The new warehouse is expected to employ 400 or more workers, but Schnucks is contracting with a nonunion company — XPO Logistics — to run the facility.
That decision has sent members of Teamsters Local 688 to the streets and sidewalks in front of Schnucks grocery stores, asking patrons to let the company’s CEO know they aren’t happy with the move.
“We believe when the public speaks, companies listen,” says Mike Schleuter, the business representative for Teamsters Local 688. “They’ve chosen to fire the people who have been doing the work for years and hire new people at half the price.”
Schnucks, of course, sees things differently. Spokesman Paul Simon says the company is still true to the words its CEO spoke at the labor dinner a year ago.
“Schnucks has a long history of union support; in fact our workforce is 75 percent union and will still be 75 percent union after this transition,” he said in an email. “We recently signed a new six-year agreement with Teamsters Local 610 representing our drivers.”
Indeed, that is likely why this union-company dispute seems so different than many others. The Teamsters aren’t picketing. They aren’t asking consumers to stop shopping at Schnucks. But they are hoping shoppers will put some pressure on the company to reverse its decision to lay off 190 union workers.
Some of those workers have already left to look for better jobs. Others are being hired to replace them, even while being told their jobs are soon to end.
One such worker is a north St. Louis County man named Stephon Hughes. Hughes, 24, is working as a “picker” at the Bridgeton plant. For $13.95 he picks orders off the warehouse shelf and packages them for delivery to local Schnucks stores. Hughes was hired about a month ago and told immediately that his last day will be July 27.
He took the job because it pays much better than his former one at Steak ’n Shake. He knows that unless he finds another union warehouse job, he’s going to take “a major cut in pay.”
Hughes has a newborn and two boys, Stephon, 5, and Saveon, 2. Regular readers of this column might recognize their names. Their mother is Jeannetta Maclin, who was charged with felony neglect after leaving the boys home alone in their apartment when she went to her own minimum wage job. The boys started a fire and were rescued by firefighters. They have recovered and live with their father.
“They’re doing great,” Hughes said. Charges have been dropped against Maclin and she, too, has a better job now, thanks to help from a growing group of mothers and others who have stepped up to help the family. The boys see their mom on weekends, and Hughes believes they’ll probably end up living with her again.
But he wonders about his ability to support his family with the loss of his first, good, union job.
Ask Hughes where he’s from and he just says “all over.”
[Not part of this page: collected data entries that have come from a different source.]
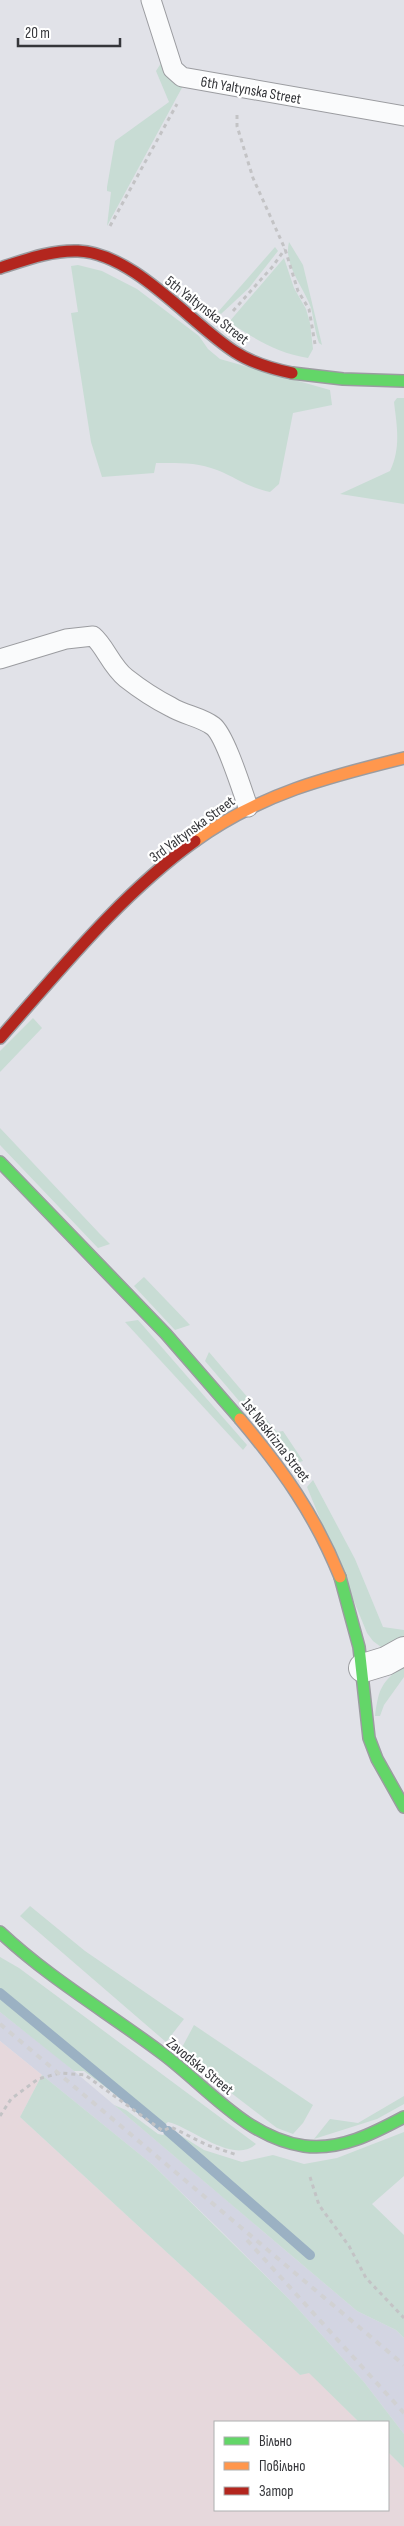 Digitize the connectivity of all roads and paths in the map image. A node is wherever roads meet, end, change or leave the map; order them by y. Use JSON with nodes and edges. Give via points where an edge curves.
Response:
{"nodes":[{"id":1,"x":151,"y":0,"type":"edge"},
{"id":2,"x":190,"y":79,"type":"junction"},
{"id":3,"x":241,"y":87,"type":"junction"},
{"id":4,"x":404,"y":116,"type":"edge"},
{"id":5,"x":285,"y":248,"type":"junction"},
{"id":6,"x":100,"y":257,"type":"junction"},
{"id":7,"x":0,"y":268,"type":"edge"},
{"id":8,"x":213,"y":334,"type":"junction"},
{"id":9,"x":317,"y":375,"type":"junction"},
{"id":10,"x":404,"y":380,"type":"edge"},
{"id":11,"x":0,"y":659,"type":"edge"},
{"id":12,"x":404,"y":758,"type":"edge"},
{"id":13,"x":248,"y":807,"type":"junction"},
{"id":14,"x":0,"y":1038,"type":"edge"},
{"id":15,"x":0,"y":1162,"type":"edge"},
{"id":16,"x":404,"y":1651,"type":"edge"},
{"id":17,"x":362,"y":1668,"type":"junction"},
{"id":18,"x":404,"y":1806,"type":"edge"},
{"id":19,"x":0,"y":1932,"type":"edge"},
{"id":20,"x":0,"y":2116,"type":"edge"},
{"id":21,"x":404,"y":2117,"type":"edge"},
{"id":22,"x":310,"y":2146,"type":"junction"},
{"id":23,"x":240,"y":2156,"type":"dead end"},
{"id":24,"x":404,"y":2318,"type":"edge"}],
"edges":[{"from":1,"to":2,"type":"lane","name":"6th Yaltynska Street","via":[[174,69],[182,77]]},
{"from":2,"to":3,"type":"lane","name":"6th Yaltynska Street"},
{"from":2,"to":6,"type":"path","via":[[109,227]]},
{"from":3,"to":4,"type":"lane","name":"6th Yaltynska Street"},
{"from":3,"to":5,"type":"path","via":[[237,126],[252,178]]},
{"from":5,"to":8,"type":"path"},
{"from":5,"to":9,"type":"path","via":[[294,282],[309,309]]},
{"from":6,"to":7,"type":"street","name":"5th Yaltynska Street","via":[[77,251],[36,256]]},
{"from":6,"to":8,"type":"street","name":"5th Yaltynska Street","via":[[171,298]]},
{"from":8,"to":9,"type":"street","name":"5th Yaltynska Street","via":[[242,356],[282,369]]},
{"from":9,"to":10,"type":"street","name":"5th Yaltynska Street"},
{"from":11,"to":13,"type":"lane","via":[[66,639],[93,636],[124,676],[140,688],[172,708],[215,727]]},
{"from":12,"to":13,"type":"street","name":"3rd Yaltynska Street","via":[[330,777]]},
{"from":13,"to":14,"type":"street","name":"3rd Yaltynska Street","via":[[190,845],[156,873],[91,937]]},
{"from":15,"to":17,"type":"street","name":"1st Naskrizna Street","via":[[166,1334],[289,1479],[331,1552],[352,1616]]},
{"from":16,"to":17,"type":"street","via":[[386,1661]]},
{"from":17,"to":18,"type":"street","name":"1st Naskrizna Street","via":[[371,1745]]},
{"from":19,"to":22,"type":"street","name":"Zavodska Street","via":[[22,1955],[165,2056],[239,2115],[269,2134]]},
{"from":20,"to":23,"type":"path","via":[[11,2099],[38,2079],[60,2074],[85,2075],[162,2131],[171,2127],[207,2145]]},
{"from":21,"to":22,"type":"street","name":"Zavodska Street","via":[[370,2135],[343,2144]]},
{"from":22,"to":24,"type":"path","via":[[310,2182],[319,2205],[349,2246],[366,2278]]}]}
“We bounced from house to house,” he said. This is the reality of life in poverty for many of our St. Louis neighbors who struggle to make ends meet. It also is emblematic of the problems with how development decisions are often made in the St. Louis region.
Corporate barons promise new jobs, but only if taxpayers subsidize their risk. Governments afraid of losing developments to another state promise tax-increment financing and forgive other taxes.
In the end, few net jobs are created, and sometimes other workers are laid off. The workers with diminished pay send their kids to school in districts that find themselves with a diminishing tax base. Bottom lines are padded, working families mostly lose, and the region’s problems are shifted around from one tax-abated municipality to another.
“We can grow together or we can wither away,” a smart man once said.
Sage advice, if only it were followed more fervently.